Vorige Woche beschloß die Landesregierung dementsprechend, die Flächen für die Muschelfischerei in den nächsten zehn Jahren auf 2000 Hektar und damit auf die Größe von 1986 zu beschränken. In zwei Referenzzonen vor Büsum und nördlich von Sylt wird sie völlig untersagt. Auch eine dreimonatige Schonzeit zum Schutz junger Robben sollen die Fischer hinnehmen.

Die sehen sich ungerecht behandelt: Mit nur acht Kuttern sind sie im Wattenmeer unterwegs, das sei doch nichts im Vergleich zu den diversen Fähren und den ungezählten Sportbooten. Natürlich geht es auch um Geld: Satte 460.000 Mark verlangt Kiel nun für die Verlängerung der zum Jahresende auslaufenden Lizenzen, die noch vor drei Jahren für lediglich 800 Mark zu haben waren.

Murrend nahmen die Fischer diese Entscheidung hin; den Umweltschutzverbänden hingegen geht sie noch nicht weit genug. Die hätten am liebsten eine Halbierung der Fangflächen gesehen. Wie die beiden Muschel-Verarbeitungsbetriebe der Region reagieren werden, ist noch offen. Der größere der beiden, die Muschelkonserven GmbH in Emmelsbüll, hatte vor einem Monat vorsorglich allen 80 Beschäftigten „wegen der aktuellen Unsicherheiten“ gekündigt.

Der Widerstand an der Nordsee gegen die von den Wissenschaftlern empfohlene Ausweitung des Nationalparks Wattenmeer umfaßt gleichermaßen Fischer und Jäger, Schäfer und Segler, Bauern und Hoteliers. Und jede Menge Honoratioren, Vereinsmeier und Lokalpolitiker, die den Volkszorn teilen oder so sehr fürchten, daß sie ihn lieber teilen: „Dagegen kommt hier niemand an“, konstatieren Nordfrieslands CDU-Landrat Olaf Bastian und sein parteiloser Dithmarscher Kollege Jörn Klimant ebenso unisono wie nicht uneigennützig. Denn mit beinharter Opposition gegen die „rotgrüne Kieler Öko-Diktatur“ steigen vor Ort Wertschätzung und Wiederwahl-Chancen.

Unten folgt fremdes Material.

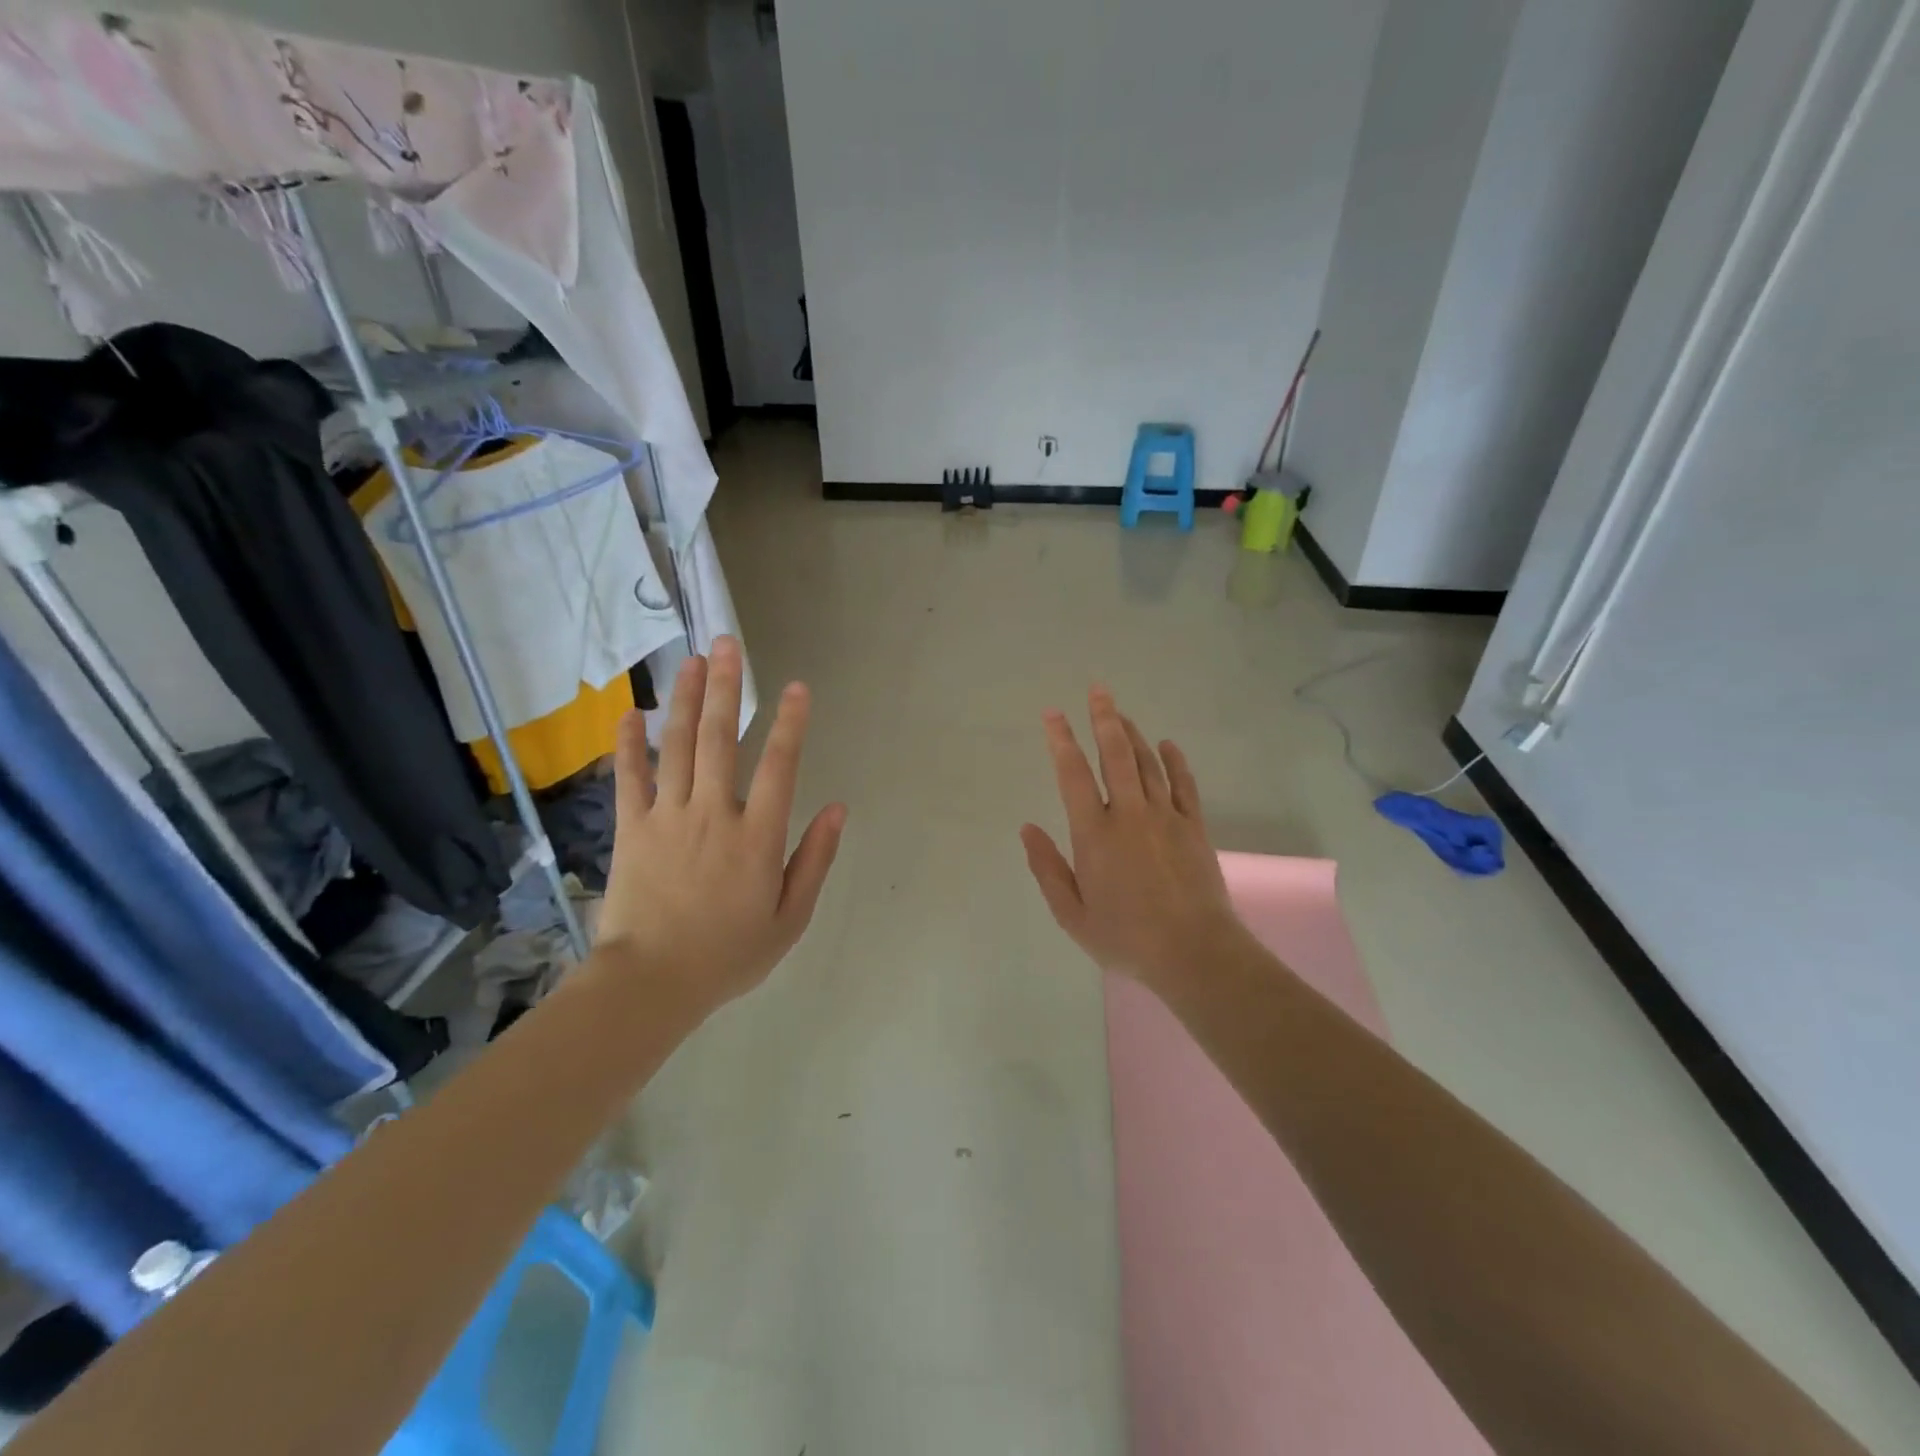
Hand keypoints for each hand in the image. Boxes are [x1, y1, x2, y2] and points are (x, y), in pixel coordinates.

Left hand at [595, 636, 846, 1016]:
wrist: (651, 984)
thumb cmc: (729, 954)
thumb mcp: (790, 918)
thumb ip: (815, 859)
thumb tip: (838, 809)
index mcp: (758, 836)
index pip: (780, 766)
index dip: (791, 723)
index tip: (797, 687)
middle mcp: (714, 813)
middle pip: (722, 739)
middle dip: (728, 687)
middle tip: (729, 643)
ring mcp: (668, 817)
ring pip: (677, 746)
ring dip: (685, 700)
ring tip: (692, 660)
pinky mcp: (631, 828)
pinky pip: (628, 777)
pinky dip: (628, 743)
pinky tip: (630, 712)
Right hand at [1021, 687, 1251, 994]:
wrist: (1194, 952)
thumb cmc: (1126, 938)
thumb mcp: (1072, 914)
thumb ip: (1047, 868)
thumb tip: (1027, 828)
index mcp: (1094, 834)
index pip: (1073, 775)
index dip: (1062, 741)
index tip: (1053, 715)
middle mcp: (1129, 815)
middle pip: (1115, 755)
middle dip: (1103, 719)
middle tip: (1097, 690)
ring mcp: (1165, 817)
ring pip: (1147, 763)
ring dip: (1133, 734)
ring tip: (1120, 713)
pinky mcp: (1193, 826)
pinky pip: (1183, 783)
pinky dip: (1174, 760)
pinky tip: (1167, 744)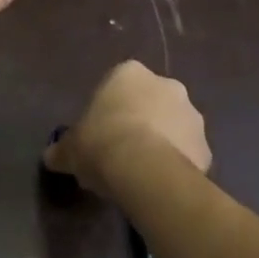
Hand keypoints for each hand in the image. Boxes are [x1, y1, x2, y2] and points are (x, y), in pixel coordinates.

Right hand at [44, 60, 210, 200]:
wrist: (144, 171)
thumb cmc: (101, 143)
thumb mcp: (69, 148)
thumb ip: (62, 149)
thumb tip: (52, 156)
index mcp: (129, 73)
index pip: (118, 84)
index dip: (109, 109)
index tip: (100, 132)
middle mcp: (166, 84)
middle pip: (150, 101)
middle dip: (140, 121)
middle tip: (121, 150)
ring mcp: (192, 114)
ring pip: (173, 126)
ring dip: (162, 141)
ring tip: (142, 171)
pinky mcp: (206, 146)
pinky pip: (188, 153)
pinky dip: (177, 164)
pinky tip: (160, 183)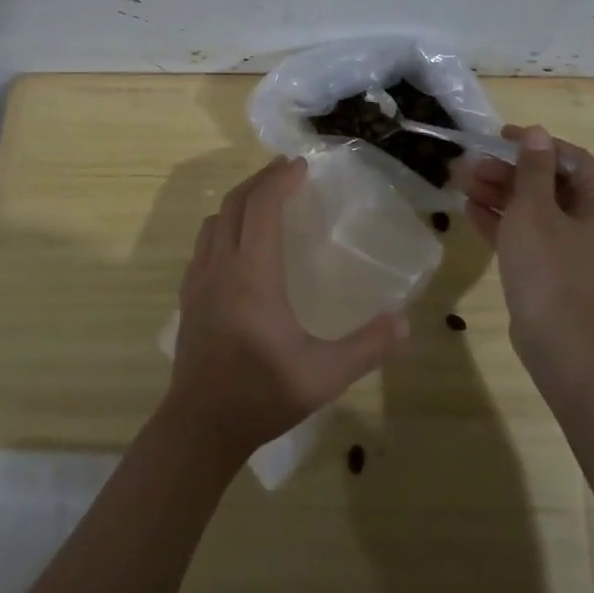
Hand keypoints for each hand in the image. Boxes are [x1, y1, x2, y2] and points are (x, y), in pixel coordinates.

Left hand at [164, 156, 407, 460]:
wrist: (200, 427)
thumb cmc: (262, 395)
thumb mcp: (324, 376)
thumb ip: (367, 347)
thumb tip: (405, 322)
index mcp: (252, 274)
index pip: (261, 207)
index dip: (280, 180)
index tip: (301, 166)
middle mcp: (221, 266)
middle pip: (235, 203)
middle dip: (260, 180)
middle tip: (286, 171)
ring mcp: (199, 281)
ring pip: (214, 221)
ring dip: (239, 201)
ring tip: (264, 200)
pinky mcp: (189, 297)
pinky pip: (204, 243)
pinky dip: (224, 226)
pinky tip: (239, 244)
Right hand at [458, 125, 593, 364]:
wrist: (559, 346)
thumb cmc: (550, 269)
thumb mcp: (535, 211)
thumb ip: (533, 169)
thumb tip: (537, 133)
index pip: (571, 159)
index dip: (534, 145)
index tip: (499, 137)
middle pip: (550, 184)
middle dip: (508, 172)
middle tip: (472, 164)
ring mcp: (577, 249)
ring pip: (536, 210)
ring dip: (500, 194)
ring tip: (461, 182)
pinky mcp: (555, 270)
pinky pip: (530, 235)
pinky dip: (503, 222)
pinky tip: (470, 209)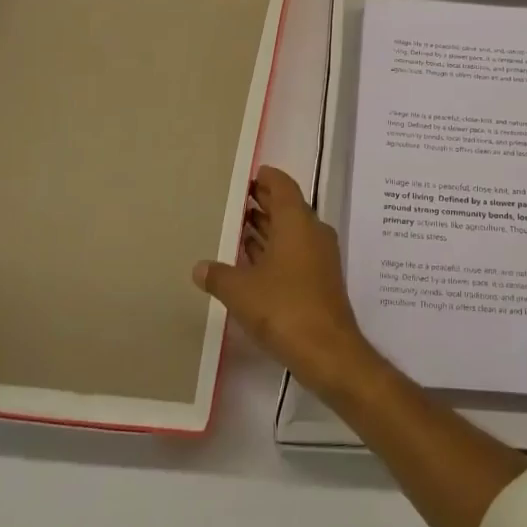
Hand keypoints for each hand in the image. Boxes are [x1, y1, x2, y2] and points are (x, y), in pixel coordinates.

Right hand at [193, 167, 374, 394]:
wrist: (328, 350)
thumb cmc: (283, 308)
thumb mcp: (241, 291)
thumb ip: (219, 275)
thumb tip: (199, 267)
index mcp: (296, 221)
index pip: (282, 185)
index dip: (265, 178)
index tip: (247, 176)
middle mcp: (312, 231)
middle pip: (287, 206)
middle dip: (263, 202)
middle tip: (236, 200)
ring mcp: (319, 255)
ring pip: (291, 231)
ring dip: (268, 227)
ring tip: (238, 227)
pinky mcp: (319, 278)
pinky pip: (294, 251)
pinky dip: (275, 249)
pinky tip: (252, 261)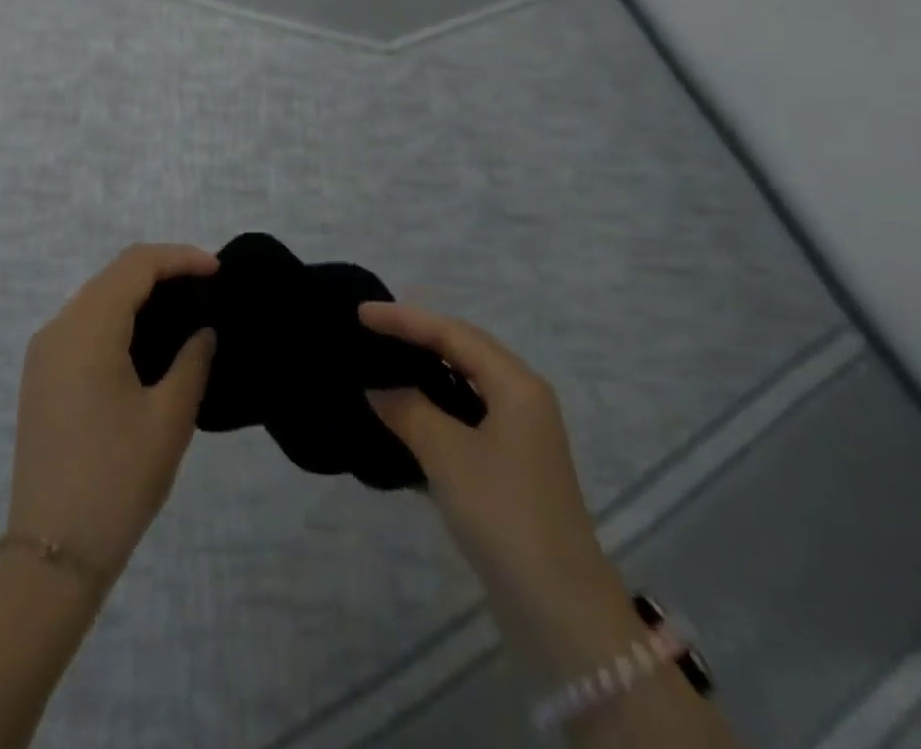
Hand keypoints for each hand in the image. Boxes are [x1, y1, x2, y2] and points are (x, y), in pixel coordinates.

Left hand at [7, 244, 218, 581]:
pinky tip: (146, 340)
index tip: (218, 271)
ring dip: (138, 292)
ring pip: (96, 297)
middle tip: (206, 287)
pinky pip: (83, 324)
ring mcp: (44, 352)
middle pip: (114, 274)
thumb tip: (202, 331)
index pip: (137, 265)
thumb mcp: (169, 418)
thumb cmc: (118, 479)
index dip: (180, 258)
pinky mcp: (41, 376)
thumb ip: (192, 361)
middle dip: (162, 270)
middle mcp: (58, 328)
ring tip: (183, 308)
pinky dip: (117, 316)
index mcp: (87, 329)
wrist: (52, 554)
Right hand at [360, 302, 608, 596]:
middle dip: (418, 335)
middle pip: (464, 349)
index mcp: (516, 384)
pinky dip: (437, 404)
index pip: (452, 334)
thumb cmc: (503, 513)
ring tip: (385, 361)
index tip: (361, 314)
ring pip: (466, 382)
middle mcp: (523, 397)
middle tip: (373, 329)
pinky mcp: (512, 464)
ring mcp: (520, 433)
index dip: (405, 320)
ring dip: (427, 369)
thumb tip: (377, 388)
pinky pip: (467, 413)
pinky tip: (408, 411)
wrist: (558, 607)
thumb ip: (408, 410)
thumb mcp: (447, 454)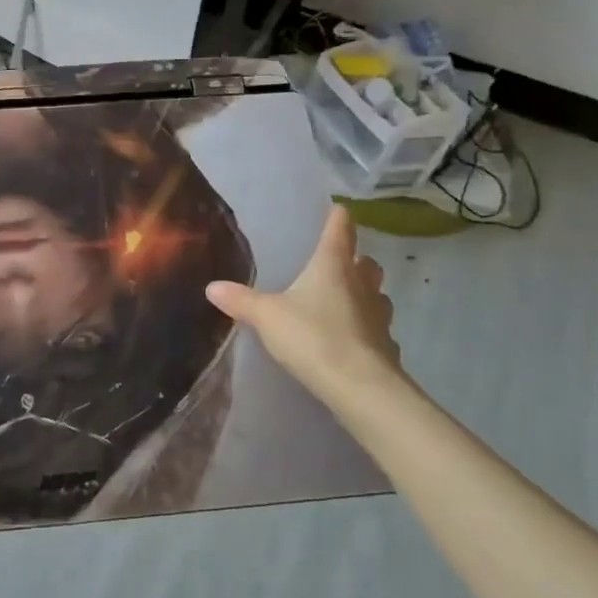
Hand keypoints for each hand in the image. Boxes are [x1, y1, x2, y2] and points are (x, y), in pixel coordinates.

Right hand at [205, 204, 401, 410]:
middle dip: (356, 260)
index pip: (340, 229)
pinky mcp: (386, 347)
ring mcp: (379, 316)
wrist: (360, 388)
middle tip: (338, 264)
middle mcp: (361, 284)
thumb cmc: (313, 336)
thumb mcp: (266, 316)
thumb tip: (211, 286)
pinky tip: (349, 341)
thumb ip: (240, 300)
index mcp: (333, 266)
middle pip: (367, 262)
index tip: (337, 209)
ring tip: (342, 302)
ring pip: (377, 295)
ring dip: (364, 294)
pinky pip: (377, 330)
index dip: (338, 217)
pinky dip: (366, 330)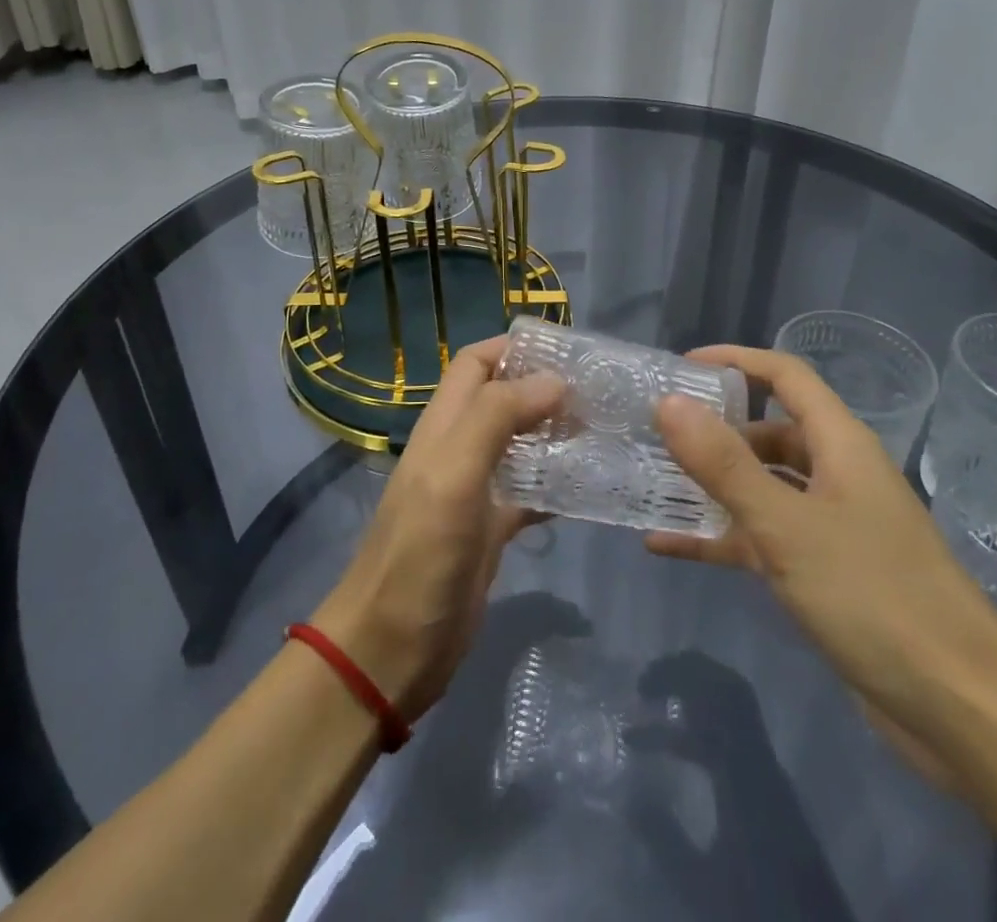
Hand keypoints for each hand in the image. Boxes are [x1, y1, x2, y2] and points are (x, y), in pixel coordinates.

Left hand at [309, 336, 563, 722]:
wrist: (391, 649)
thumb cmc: (419, 553)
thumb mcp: (453, 474)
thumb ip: (496, 418)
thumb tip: (553, 379)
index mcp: (443, 426)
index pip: (476, 363)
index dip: (514, 348)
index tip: (568, 351)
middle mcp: (459, 449)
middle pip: (502, 399)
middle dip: (545, 387)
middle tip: (600, 392)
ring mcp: (475, 490)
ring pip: (520, 443)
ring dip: (555, 432)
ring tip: (605, 430)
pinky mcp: (491, 529)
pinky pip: (530, 492)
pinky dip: (557, 483)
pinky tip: (590, 487)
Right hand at [628, 652, 855, 921]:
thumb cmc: (757, 907)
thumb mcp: (701, 885)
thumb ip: (663, 839)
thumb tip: (629, 796)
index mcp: (741, 772)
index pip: (703, 710)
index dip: (665, 700)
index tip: (634, 710)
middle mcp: (759, 755)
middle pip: (726, 685)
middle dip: (684, 672)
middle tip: (647, 680)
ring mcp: (769, 762)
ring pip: (735, 697)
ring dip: (699, 684)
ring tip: (663, 689)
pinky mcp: (772, 776)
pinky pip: (740, 721)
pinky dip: (711, 710)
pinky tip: (687, 730)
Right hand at [646, 346, 996, 759]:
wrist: (962, 710)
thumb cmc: (875, 597)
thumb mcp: (787, 525)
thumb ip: (724, 464)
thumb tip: (669, 402)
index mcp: (841, 445)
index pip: (786, 376)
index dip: (735, 361)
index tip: (681, 368)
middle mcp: (838, 474)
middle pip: (770, 431)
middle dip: (715, 428)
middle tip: (656, 432)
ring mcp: (832, 526)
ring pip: (763, 486)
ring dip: (713, 484)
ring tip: (653, 481)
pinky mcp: (824, 573)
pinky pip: (762, 539)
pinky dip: (720, 537)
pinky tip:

An der Westküste geht die Angst um, zu „Bewohnern von Reservaten“ ohne wirtschaftliche Existenzgrundlage degradiert zu werden. Die Umsetzung des Gutachtens würde zu einer „einseitigen Bevorzugung des Naturschutzes“ führen, lautet die nahezu einhellige Meinung, der auch SPD-Ministerpräsidentin Heide Simonis nicht gerade entgegentritt.

Sie wolle gern „ergebnisoffen diskutieren“, hatte sie auf der Tönninger Veranstaltung versprochen. In den nächsten zwei Jahren, die für eine Neufassung des Nationalparkgesetzes veranschlagt werden, sei es selbstverständlich, „das Einvernehmen mit allen Betroffenen zu suchen“. Für diesen Diskussionsprozeß sei der Synthesebericht „eine Handreichung, aber keine Bibel“. Klar, so Simonis, müsse jedoch jedem sein, daß „ein Nationalpark Zonen haben muß, wo der Schutzzweck der Natur Vorrang hat vor anderen Überlegungen“.

Im Mittelpunkt der Kritik steht das im Gutachten formulierte sogenannte Vorsorgeprinzip: Dieses fordert, daß „Einflüsse menschlichen Handelns auch dann reduziert oder unterbunden werden müssen, wenn eine negative Wirkung zwar bislang nicht nachgewiesen, aber wahrscheinlich ist“.

Aus weiten Bereichen des Nationalparks sei der Mensch eh schon verbannt, argumentieren die Kritiker, nun drohe „die Heimat zum Sperrgebiet“ zu werden. „Einheimische und ihre Tätigkeiten“, behauptet etwa der Amrumer Georg Quedens, die Naturschutz-Ikone der Westküste, würden „hauptsächlich als Störfaktoren begriffen“. Und von den 23 „Rangern“, die seit Mai dieses Jahres im Auftrag des Nationalparkamtes in Tönning über Flora und Fauna im Watt wachen, würden sich „auswärtige“ Umweltschützer wie der World Wildlife Fund (WWF), so Quedens, „eine Kontrolle über unbotmäßige Friesen versprechen“.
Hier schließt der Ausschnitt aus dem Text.